Constructing a genotype and checking its validity. Each layer of CNN has input, output, and meta-parameters. Use a N x N gray image as an example:

Network layer Input size Meta parameters Output size
Input layer (N, N) None (N, N)
Convolutional layer (N1, N2, NK) Kernel size: (K1, K2), Stride: (S1, S2),Number of kernels: NK_c ( (N1-K1)/S1+1, (N2-K2)/S2+1, NK_c )
Pooling layer (N1, N2, NK) Pool size: (P1, P2), Stride: (S1, S2) ( (N1-P1)/S1+1, (N2-P2)/S2+1, NK )
Fully connected layer (N1, N2, NK) Number of nodes: NF NF
Output layer NF Number of classes: C C

With a genotype, we can build the CNN. We can also calculate the number of parameters, which is the first objective; we train the network and evaluate its classification accuracy, which is the second objective.

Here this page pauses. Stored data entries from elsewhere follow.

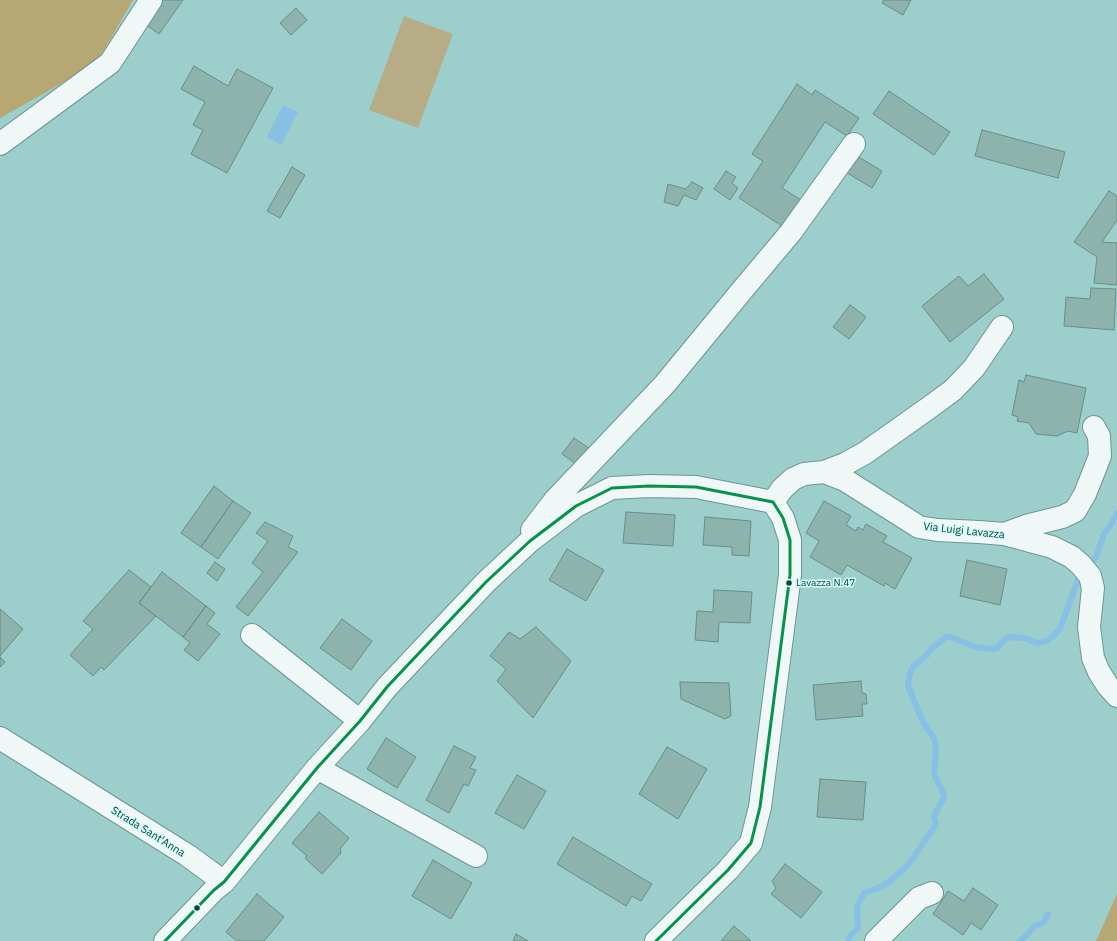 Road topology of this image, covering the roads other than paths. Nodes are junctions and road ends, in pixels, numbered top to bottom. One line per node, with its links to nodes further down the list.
1 (151, 0): 2 (street)
2 (0, 144)
3 (854, 144): 9 (street)
4 (1002, 327): 6 (street)
5 (1094, 427): 8 (street)
6 (824, 472): 7 (street, Via Luigi Lavazza); 8 (street, Via Luigi Lavazza)
7 (773, 502): 9 (street); 19 (street)
8 (1004, 534): 11 (street, Via Luigi Lavazza)
9 (506, 564): 12 (street)
10 (252, 635): 12 (street)
11 (1117, 696)
12 (360, 722): 14 (street)
13 (0, 738): 16 (street, Strada Sant'Anna)
14 (317, 768): 15 (street); 16 (street)
15 (476, 856)
16 (224, 882): 18 (street)
17 (932, 893): 20 (street)
18 (165, 941)
19 (656, 941)
20 (876, 941) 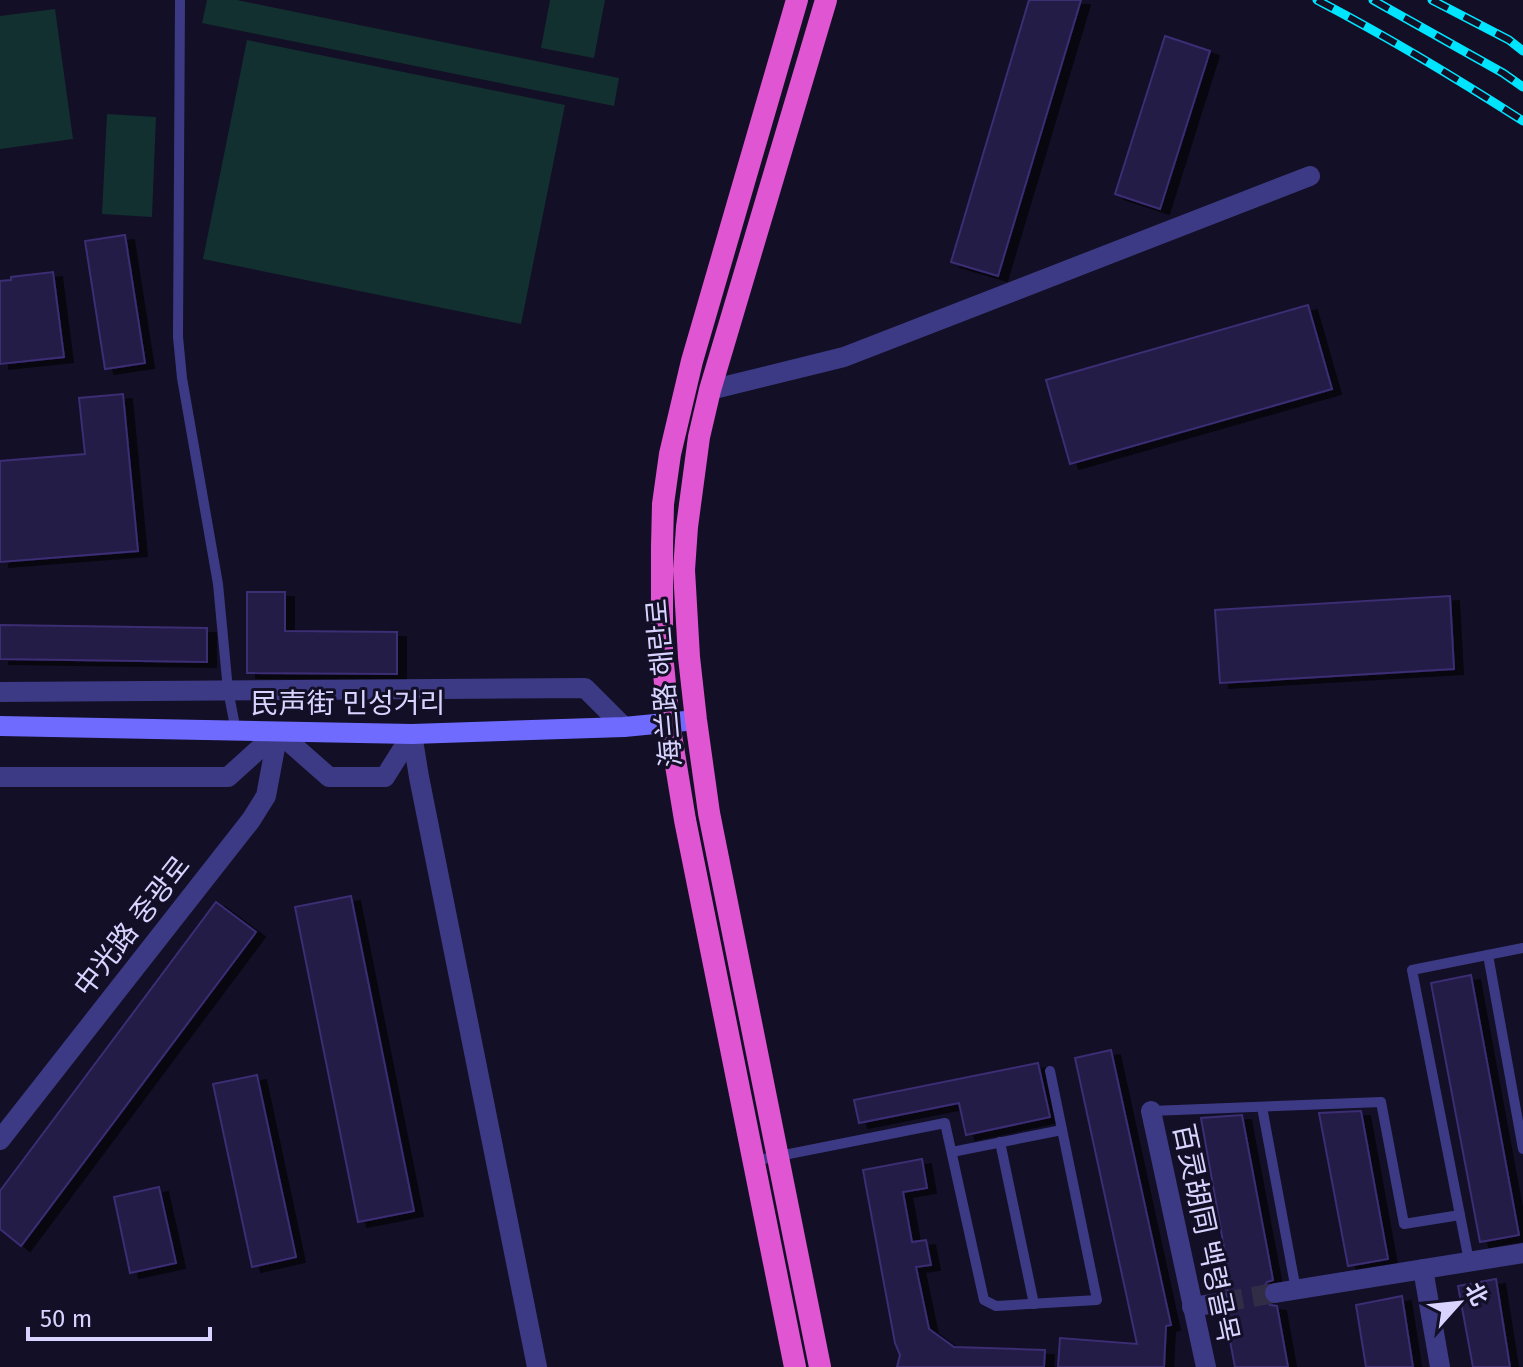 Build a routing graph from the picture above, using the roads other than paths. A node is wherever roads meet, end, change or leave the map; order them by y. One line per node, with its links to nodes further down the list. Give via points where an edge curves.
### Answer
1 (180, 0): 6 (lane, via 178,337 218,584)
2 (797, 0): 9 (highway, 海兰路 해란로, via 702,323 670,454 662,547 662,654)
3 (826, 0): 5 (highway, 海兰路 해란로)
4 (1310, 176): 5 (street, via 844,357)
5 (710, 390): 8 (highway, 海兰路 해란로, via 699,437 684,570)
6 (228, 690): 7 (street); 11 (street, via 585,688); 12 (lane)
7 (0, 692)
8 (696, 720): 9 (main road, 民声街 민성거리); 26 (highway, 海兰路 해란로, via 709,813)
9 (669, 723): 11 (main road, 民声街 민성거리); 27 (highway, 海兰路 해란로)
10 (0, 726): 12 (main road, 民声街 민성거리)
11 (624, 727): 14 (main road, 民声街 민성거리)
12 (236, 731): 13 (main road, 民声街 민성거리)
13 (278, 732): 14 (main road, 民声街 민성거리); 14 (street, via 329,777 385,777); 15 (street, via 228,777); 22 (street, 中光路 중광로, via 266,796 251,820)
14 (412, 734): 36 (street)
15 (0, 777)
16 (1523, 948): 17 (lane)
17 (1488, 955): 24 (lane); 28 (lane, via 1412,970)
18 (1050, 1071): 21 (lane)
19 (1262, 1107): 20 (lane); 28 (lane, via 1381,1102 1404,1224); 32 (lane)
20 (1151, 1111): 35 (street, 百灵胡同 백령골목)
21 (1062, 1130): 23 (lane); 34 (lane, via 1097,1300)
22 (0, 1140)
23 (1000, 1142): 25 (lane); 34 (lane)
24 (1523, 1149)
25 (952, 1152): 26 (lane, via 945,1123); 34 (lane, via 984,1300 996,1306)
26 (777, 1156): 27 (lane); 38 (highway, 海兰路 해란로)
27 (754, 1161): 37 (highway, 海兰路 해란로)
28 (1460, 1215): 30 (lane)
29 (1523, 1253): 30 (street)
30 (1469, 1261): 31 (street)
31 (1423, 1269): 32 (street); 40 (street)
32 (1285, 1292)
33 (1223, 1302): 35 (street)
34 (1034, 1304)
35 (1192, 1307): 39 (street, 百灵胡同 백령골목)
36 (537, 1367)
37 (795, 1367)
38 (820, 1367)
39 (1206, 1367)
40 (1440, 1367) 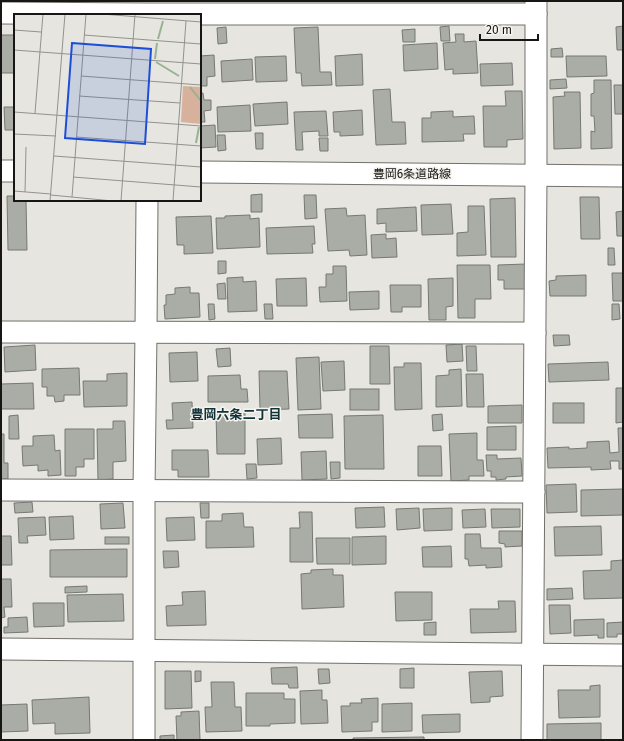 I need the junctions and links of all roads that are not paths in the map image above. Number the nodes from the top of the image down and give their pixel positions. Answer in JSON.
{"nodes":[{"id":1,"x":536,"y":8,"type":"edge"},
{"id":2,"x":148,"y":10,"type":"edge"},
{"id":3,"x":1,"y":12,"type":"edge"},
{"id":4,"x":1,"y":171,"type":"edge"},
{"id":5,"x":14,"y":171,"type":"edge"},
{"id":6,"x":201,"y":172,"type":"edge"},
{"id":7,"x":536,"y":175,"type":"junction"},
{"id":8,"x":623,"y":176,"type":"edge"},
{"id":9,"x":147,"y":201,"type":"edge"},
{"id":10,"x":1,"y":332,"type":"edge"},
{"id":11,"x":146,"y":332,"type":"junction"},
{"id":12,"x":535,"y":333,"type":"junction"},
{"id":13,"x":1,"y":490,"type":"edge"},
{"id":14,"x":144,"y":492,"type":"junction"},
{"id":15,"x":534,"y":492,"type":"junction"},
{"id":16,"x":1,"y":649,"type":"edge"},
{"id":17,"x":144,"y":650,"type":"junction"},
{"id":18,"x":533,"y":654,"type":"junction"},
{"id":19,"x":623,"y":655,"type":"edge"},
{"id":20,"x":144,"y":740,"type":"edge"},
{"id":21,"x":532,"y":740,"type":"edge"}],
"edges":[{"from":1,"to":2,"type":"street"},
{"from":1,"to":7,"type":"street"},
{"from":2,"to":3,"type":"street"},
{"from":4,"to":5,"type":"street"},
{"from":6,"to":7,"type":"street","name":"豊岡6条道路線"},
{"from":7,"to":8,"type":"street","name":"豊岡6条道路線"},
{"from":7,"to":12,"type":"street"},
{"from":9,"to":11,"type":"street"},
{"from":10,"to":11,"type":"street"},
{"from":11,"to":12,"type":"street"},
{"from":11,"to":14,"type":"street"},
{"from":12,"to":15,"type":"street"},
{"from":13,"to":14,"type":"street"},
{"from":14,"to":15,"type":"street"},
{"from":14,"to":17,"type":"street"},
{"from":15,"to":18,"type":"street"},
{"from":16,"to":17,"type":"street"},
{"from":17,"to":18,"type":"street"},
{"from":17,"to":20,"type":"street"},
{"from":18,"to":19,"type":"street"},
{"from":18,"to":21,"type":"street"}]} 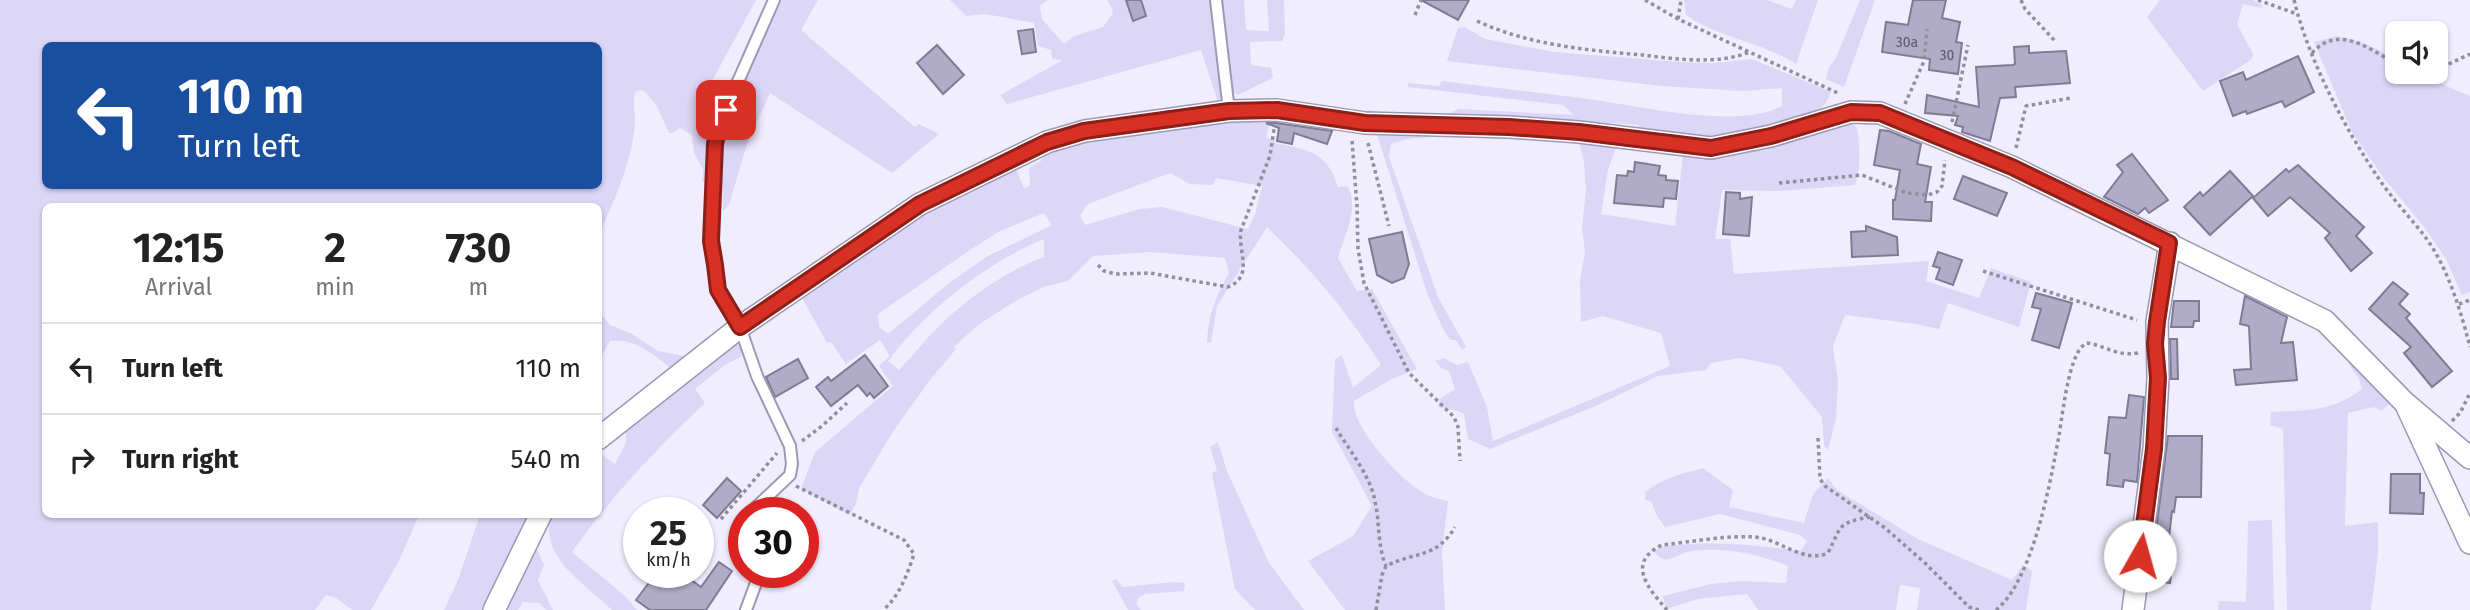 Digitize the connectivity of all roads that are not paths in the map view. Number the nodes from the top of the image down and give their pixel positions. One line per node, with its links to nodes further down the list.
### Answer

Definitely, users can define different evaluation standards as objectives.

A valid genotype should be subject to the following:

  • A genotype starts with a input layer, which is determined only by input data.
  • A genotype ends with a output layer, which is determined only by the number of classes.
  • Meta-parameters of each gene/layer must be no bigger than related input of the layer, so that it has valid output.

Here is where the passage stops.